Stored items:
★ ★ ★ ★ ★ ★ ★
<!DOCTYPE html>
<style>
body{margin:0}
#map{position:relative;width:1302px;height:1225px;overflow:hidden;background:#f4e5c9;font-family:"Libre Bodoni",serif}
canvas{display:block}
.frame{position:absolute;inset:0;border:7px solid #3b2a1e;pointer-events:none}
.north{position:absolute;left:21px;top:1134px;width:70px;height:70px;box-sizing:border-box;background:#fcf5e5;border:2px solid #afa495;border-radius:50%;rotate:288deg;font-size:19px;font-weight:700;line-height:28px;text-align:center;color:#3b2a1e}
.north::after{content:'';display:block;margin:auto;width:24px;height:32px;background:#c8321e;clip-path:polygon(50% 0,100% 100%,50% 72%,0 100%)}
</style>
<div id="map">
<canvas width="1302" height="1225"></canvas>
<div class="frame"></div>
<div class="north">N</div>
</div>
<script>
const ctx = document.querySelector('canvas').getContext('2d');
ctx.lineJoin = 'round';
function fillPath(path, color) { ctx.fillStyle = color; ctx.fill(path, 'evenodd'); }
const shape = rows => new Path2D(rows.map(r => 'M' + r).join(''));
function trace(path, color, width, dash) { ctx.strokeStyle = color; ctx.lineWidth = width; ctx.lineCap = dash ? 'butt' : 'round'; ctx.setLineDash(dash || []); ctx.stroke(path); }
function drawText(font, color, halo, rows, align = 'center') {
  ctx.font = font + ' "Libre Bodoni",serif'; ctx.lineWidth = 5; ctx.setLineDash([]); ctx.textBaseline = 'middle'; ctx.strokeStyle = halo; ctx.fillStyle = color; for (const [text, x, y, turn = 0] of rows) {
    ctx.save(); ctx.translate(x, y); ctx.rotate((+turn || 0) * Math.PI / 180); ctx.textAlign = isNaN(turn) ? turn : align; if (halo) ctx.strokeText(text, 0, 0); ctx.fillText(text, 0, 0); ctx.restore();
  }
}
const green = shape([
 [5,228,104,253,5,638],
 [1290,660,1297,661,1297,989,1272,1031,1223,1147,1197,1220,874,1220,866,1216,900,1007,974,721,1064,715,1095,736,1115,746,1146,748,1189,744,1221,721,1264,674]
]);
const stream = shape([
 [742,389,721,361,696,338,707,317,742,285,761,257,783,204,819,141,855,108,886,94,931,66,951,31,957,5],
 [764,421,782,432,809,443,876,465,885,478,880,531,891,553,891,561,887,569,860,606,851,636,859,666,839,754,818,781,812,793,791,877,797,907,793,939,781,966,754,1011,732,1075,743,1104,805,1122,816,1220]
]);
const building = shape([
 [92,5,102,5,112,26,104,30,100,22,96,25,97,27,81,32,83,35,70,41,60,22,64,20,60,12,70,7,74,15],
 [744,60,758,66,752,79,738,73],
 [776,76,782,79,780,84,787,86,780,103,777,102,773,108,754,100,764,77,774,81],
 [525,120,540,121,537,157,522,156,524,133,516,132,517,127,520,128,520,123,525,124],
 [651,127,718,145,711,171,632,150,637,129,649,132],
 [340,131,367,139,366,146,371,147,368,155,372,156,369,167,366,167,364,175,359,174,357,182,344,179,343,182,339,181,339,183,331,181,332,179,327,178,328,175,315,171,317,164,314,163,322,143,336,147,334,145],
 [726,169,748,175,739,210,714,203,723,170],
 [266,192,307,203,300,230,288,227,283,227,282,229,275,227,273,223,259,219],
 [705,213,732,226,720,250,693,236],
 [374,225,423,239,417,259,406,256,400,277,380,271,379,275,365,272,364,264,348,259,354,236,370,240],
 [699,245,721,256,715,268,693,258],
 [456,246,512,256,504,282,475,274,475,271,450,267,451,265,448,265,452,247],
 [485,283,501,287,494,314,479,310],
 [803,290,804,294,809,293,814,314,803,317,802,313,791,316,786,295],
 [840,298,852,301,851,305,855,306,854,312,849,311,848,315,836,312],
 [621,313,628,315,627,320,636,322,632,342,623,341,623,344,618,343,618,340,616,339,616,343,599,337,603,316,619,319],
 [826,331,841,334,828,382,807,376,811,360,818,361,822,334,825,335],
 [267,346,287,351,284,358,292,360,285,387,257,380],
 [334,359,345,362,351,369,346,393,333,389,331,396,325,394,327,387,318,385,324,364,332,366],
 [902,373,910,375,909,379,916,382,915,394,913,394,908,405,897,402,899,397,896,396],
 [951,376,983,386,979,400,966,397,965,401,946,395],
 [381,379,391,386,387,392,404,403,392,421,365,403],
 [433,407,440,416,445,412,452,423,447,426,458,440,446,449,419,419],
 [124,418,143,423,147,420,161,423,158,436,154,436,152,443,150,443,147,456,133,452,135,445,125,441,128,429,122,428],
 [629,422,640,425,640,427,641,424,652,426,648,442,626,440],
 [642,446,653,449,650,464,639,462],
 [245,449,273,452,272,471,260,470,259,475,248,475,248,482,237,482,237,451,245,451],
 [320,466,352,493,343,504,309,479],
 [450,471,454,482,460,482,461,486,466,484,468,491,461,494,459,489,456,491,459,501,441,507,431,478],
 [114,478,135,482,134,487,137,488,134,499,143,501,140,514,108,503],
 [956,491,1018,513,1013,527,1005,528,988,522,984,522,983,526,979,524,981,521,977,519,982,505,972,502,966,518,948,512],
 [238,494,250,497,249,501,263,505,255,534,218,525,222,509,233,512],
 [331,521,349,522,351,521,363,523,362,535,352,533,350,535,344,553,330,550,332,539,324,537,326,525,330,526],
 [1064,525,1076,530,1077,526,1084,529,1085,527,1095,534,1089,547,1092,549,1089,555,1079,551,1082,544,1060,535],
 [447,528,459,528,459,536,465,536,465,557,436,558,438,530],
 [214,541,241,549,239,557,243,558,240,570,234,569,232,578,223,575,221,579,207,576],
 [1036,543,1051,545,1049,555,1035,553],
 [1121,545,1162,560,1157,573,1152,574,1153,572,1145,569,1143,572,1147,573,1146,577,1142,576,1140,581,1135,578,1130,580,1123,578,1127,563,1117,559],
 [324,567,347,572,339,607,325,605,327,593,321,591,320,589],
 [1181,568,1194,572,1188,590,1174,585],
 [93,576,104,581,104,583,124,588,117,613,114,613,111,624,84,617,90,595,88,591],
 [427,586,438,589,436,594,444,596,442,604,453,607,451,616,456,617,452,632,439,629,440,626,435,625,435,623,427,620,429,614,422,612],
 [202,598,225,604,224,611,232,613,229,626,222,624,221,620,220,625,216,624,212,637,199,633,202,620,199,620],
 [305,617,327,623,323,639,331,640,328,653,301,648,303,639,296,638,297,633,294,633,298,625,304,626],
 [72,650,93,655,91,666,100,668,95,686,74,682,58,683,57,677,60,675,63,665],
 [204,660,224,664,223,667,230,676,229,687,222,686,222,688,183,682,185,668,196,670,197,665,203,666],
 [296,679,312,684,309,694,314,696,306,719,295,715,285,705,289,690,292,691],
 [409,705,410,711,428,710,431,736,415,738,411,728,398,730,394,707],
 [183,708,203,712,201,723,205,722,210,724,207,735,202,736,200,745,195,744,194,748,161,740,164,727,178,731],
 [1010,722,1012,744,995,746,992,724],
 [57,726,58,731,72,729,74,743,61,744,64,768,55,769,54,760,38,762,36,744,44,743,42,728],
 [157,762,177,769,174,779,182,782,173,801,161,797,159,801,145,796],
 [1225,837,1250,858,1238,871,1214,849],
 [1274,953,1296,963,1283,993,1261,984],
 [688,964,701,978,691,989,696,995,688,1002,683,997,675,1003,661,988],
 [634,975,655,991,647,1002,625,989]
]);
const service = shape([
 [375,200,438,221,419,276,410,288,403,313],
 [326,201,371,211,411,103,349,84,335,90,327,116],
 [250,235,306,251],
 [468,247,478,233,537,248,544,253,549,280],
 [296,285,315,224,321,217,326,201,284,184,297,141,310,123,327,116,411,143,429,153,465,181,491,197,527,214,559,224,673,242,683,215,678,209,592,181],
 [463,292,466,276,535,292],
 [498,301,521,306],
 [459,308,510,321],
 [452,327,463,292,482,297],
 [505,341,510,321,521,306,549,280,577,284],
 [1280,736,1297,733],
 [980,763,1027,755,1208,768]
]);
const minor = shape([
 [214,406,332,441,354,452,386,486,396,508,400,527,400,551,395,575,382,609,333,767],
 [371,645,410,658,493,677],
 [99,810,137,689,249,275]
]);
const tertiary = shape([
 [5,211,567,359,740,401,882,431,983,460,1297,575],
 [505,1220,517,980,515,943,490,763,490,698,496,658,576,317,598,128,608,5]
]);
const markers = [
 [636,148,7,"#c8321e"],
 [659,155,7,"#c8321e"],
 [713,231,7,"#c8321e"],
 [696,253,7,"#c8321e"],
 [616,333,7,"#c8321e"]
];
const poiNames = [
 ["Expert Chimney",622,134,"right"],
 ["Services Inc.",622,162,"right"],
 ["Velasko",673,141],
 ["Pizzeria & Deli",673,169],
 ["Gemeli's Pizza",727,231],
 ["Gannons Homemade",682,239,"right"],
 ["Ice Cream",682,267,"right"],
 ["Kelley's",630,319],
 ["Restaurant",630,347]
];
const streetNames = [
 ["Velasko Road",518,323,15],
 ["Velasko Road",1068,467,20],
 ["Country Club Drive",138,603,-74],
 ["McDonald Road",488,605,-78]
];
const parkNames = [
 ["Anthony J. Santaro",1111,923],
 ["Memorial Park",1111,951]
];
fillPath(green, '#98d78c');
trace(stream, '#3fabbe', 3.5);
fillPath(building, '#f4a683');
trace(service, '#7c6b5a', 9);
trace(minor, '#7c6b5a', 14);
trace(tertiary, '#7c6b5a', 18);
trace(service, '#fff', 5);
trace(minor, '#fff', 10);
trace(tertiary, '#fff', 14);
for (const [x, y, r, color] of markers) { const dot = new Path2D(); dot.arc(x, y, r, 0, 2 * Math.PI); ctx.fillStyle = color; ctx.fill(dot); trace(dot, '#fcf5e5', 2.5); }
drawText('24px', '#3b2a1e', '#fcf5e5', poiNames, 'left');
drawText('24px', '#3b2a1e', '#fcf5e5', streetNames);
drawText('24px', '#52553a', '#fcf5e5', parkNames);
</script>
★ ★ ★ ★ ★ ★ ★
TASK DIRECTIONS: Answer with one number only: how many lines above contain the word "turn".

COMPLETED EXERCISE: 2